For more than a century the population of Ireland stood at around 5 million, static despite a high birth rate. This was mathematically possible only through continual massive emigration – mostly to English-speaking regimes: Britain, USA, Australia, New Zealand and Canada.
But it is true that 170 years ago it was more than 5 million – in fact it was around 8.5 million. And it is worth reflecting on how they were able to produce enough food domestically to feed that entire population while now, with a smaller population, we import as much as 80% from abroad.2
It was the Great Hunger that wiped out much of the earlier population, statistics somewhat hiding the pain and sorrow of millions of Irish in death, disease and emigration — and the great transfer of land for cultivation (and rent) to pasturage, with its dangerous environmental impact.
It provided an opportunity for growth of the Catholic Irish capitalist class, the Gombeens, huckstering money-lenders buying up the lands of afflicted neighbours.
The kind of class that the British could depend on in 1921 to manage the neo-colony and to murder and jail those of national liberation3.
Emigration kept population stats steady and, combined with unemployment, ensured a low internal home market for development. An educated workforce and natural resources could be developed but the Gombeen class opened it all to foreign multinationals rather than develop it themselves.
Even with foreign exploitation of the workforce at home, the education system turned out mostly emigration fodder: the Irish tax-payers funded an education system to provide a literate and numerate English-speaking workforces for capitalist exploitation abroad.
No wonder the Irish political class declined to give the Irish abroad a vote in the Irish state – unlike for decades any other state in the European Market. Yet during the 1930s through to the 1960s, money sent home by Irish migrants accounted for an estimated 30% of the Irish State’s economy.4
The Irish state remains a neo-colony with low taxation and other incentives for foreign companies to take over our few industries5 and local and foreign property speculators to rake in profits out of the despair of homelessness or of struggling to meet rent or mortgage payments.
A neo-colonial market for produce of foreign companies and to plunder not only our labour force, not only our natural resources on land, sea and wind and but even our infrastructures in transport and communication, energy, health service, water supply and even our city sanitation.
TRUNCATED
The announced statistics were truncated, appropriate perhaps for a truncated country, with the history behind those statistics not so much truncated as obliterated.
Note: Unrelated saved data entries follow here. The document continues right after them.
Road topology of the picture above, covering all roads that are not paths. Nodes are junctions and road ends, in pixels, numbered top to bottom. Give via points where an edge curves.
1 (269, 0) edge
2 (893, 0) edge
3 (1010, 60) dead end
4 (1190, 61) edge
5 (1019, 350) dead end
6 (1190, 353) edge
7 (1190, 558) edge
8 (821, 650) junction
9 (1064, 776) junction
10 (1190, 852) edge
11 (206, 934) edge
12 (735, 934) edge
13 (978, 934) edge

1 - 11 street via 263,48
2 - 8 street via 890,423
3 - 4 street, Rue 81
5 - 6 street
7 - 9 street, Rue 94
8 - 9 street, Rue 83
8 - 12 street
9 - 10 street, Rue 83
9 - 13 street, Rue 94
That is our present and our past but not how the future has to be – we can write our own future but we won’t do it by putting a mark on a ballot paper.
FOOTNOTES
1Worst of all the statistics were quoted from the State’s Central Statistics Office. The reality: https://worldpopulationreview.com/countries/ireland-population
2The highest estimates: https://www.export.gov/apex/article2?id=Ireland-Agricultural-Sectors#:~:text=Ireland%20imports%20around%2080%20percent,from%20its%20premier%20trading%20partner. And most of all, incredibly – potatoes!
3The Irish Civil War or Counterrevolution, 1922-1923.
4I have read this in the past but am unable now to find the reference; however I have posted some references on the figures of remittances from Irish emigrants.
5 For a few examples of foreign takeover: Irish stout, beer and lagers (Guinness, Smithwicks, Harp); Irish whiskey (Paddy, Jameson, Bushmills); cigarettes (Afton); preserved vegetables (Erin); aviation (Aer Lingus); public transport (Transport for Ireland; LUAS); sugar (Irish sugar beet replaced by subsidised cane sugar from the USA); woodlands (Coillte).
SOURCES
Population: https://www.breakingnews.ie/ireland/census-2022-shows-irelands-population-over-five-million-people-1482478.html
https://worldpopulationreview.com/countries/ireland-population
Ireland not feeding itself: https://www.export.gov/apex/article2?id=Ireland-Agricultural-Sectors#:~:text=Ireland%20imports%20around%2080%20percent,from%20its%20premier%20trading%20partner.
https://www.cso.ie/en/releasesandpublications/ep/p-ti/irelandstradeingoods2017/food2017/
https://www.irishtimes.com/business/agribusiness-and-food/why-does-ireland-import-44-000-tonnes-of-british-potatoes-each-year-1.3721341
Remittances from emigrants: https://www.theirishstory.com/2019/02/08/invisible-income-remittances-from-the-diaspora-sustained-ireland-for-over-a-century/#:~:text=to%20emigrate%20themselves.-,The%20money%20that%20emigrants%20sent%20back%20to%20Ireland%20ensured%20the,and%2020th%20century%20Ireland.